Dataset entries
----
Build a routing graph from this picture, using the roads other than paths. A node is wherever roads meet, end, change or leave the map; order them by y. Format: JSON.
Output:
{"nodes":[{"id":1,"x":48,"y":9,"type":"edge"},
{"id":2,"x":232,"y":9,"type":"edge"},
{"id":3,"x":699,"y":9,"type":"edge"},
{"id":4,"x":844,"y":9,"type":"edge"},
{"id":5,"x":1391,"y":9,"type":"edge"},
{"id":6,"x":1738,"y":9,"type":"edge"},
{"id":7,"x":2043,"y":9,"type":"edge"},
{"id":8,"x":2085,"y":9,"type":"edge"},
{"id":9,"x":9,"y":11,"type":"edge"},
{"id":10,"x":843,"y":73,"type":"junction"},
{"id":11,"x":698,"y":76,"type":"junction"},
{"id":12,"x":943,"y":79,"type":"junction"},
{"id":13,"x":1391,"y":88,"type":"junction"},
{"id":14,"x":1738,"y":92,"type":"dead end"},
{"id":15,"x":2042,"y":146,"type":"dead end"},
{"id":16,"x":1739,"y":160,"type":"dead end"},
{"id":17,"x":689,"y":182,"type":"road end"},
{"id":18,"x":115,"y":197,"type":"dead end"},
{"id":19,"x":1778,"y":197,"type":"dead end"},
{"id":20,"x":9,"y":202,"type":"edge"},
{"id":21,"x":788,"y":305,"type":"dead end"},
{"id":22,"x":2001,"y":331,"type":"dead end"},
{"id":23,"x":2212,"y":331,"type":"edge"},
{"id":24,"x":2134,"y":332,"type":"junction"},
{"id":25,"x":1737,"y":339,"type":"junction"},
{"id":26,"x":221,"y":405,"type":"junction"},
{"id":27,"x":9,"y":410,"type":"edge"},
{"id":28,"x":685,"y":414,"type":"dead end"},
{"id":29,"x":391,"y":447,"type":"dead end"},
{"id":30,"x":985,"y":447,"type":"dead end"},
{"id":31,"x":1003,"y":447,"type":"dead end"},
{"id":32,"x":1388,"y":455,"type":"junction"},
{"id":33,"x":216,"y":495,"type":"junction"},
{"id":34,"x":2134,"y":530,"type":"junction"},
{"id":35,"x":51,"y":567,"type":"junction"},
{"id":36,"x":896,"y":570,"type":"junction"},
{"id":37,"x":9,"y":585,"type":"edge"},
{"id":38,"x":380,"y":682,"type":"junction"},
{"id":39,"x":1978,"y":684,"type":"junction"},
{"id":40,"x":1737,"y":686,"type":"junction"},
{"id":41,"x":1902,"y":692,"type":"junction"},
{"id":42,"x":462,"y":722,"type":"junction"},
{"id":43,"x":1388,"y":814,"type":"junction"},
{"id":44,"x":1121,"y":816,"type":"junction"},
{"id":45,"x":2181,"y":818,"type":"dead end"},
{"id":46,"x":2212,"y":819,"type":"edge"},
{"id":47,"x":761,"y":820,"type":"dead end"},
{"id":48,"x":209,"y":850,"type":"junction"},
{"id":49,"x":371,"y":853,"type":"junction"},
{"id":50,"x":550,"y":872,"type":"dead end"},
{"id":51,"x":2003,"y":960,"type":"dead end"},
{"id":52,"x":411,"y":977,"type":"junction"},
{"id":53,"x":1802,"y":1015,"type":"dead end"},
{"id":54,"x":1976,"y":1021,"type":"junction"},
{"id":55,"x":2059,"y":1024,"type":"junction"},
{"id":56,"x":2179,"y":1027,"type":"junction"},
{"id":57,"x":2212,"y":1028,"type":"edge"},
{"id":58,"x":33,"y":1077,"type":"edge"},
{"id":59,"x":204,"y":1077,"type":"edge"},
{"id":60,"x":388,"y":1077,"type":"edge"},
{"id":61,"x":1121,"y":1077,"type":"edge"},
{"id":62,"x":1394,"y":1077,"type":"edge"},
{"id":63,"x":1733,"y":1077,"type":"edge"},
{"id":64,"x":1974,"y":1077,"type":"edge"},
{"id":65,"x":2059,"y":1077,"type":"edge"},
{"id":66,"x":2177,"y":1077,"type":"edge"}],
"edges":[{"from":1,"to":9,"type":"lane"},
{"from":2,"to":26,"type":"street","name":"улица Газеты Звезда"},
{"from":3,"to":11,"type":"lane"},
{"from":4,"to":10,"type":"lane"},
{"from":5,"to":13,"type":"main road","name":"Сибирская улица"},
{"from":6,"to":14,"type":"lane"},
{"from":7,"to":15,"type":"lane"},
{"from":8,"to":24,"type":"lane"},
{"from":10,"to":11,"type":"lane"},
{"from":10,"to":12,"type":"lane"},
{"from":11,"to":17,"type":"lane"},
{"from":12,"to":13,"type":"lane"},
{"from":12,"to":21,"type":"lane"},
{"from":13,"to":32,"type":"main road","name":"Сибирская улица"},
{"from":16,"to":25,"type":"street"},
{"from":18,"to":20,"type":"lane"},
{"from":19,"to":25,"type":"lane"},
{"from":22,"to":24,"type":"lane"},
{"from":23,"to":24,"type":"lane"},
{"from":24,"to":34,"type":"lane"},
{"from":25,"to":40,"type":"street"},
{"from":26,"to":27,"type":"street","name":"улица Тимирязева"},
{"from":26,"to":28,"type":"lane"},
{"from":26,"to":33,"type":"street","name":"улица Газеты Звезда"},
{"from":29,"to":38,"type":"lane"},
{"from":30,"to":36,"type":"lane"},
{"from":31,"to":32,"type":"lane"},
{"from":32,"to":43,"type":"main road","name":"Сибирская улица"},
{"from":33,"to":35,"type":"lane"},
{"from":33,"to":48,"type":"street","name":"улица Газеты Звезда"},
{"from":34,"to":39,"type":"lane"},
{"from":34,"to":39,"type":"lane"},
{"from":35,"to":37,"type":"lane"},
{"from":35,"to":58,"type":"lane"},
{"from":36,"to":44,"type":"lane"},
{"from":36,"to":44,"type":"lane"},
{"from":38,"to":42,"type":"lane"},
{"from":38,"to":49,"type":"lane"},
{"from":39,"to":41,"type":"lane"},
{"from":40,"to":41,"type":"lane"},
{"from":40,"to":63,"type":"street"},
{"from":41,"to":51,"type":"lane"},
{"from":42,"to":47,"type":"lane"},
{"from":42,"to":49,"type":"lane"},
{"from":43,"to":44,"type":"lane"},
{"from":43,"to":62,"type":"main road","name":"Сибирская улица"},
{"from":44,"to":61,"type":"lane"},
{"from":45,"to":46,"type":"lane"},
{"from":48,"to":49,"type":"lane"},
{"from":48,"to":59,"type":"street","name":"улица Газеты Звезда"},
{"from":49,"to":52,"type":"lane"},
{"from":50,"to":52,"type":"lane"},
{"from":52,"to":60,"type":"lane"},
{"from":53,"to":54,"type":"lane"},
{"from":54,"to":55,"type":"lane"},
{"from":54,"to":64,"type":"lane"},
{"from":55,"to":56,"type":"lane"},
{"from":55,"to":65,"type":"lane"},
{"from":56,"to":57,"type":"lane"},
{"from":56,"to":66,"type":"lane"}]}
----
### TASK
The required answer is a single number: the count of lines in the entries that hold the string "Сибирская".

### PROBLEM SOLUTION
4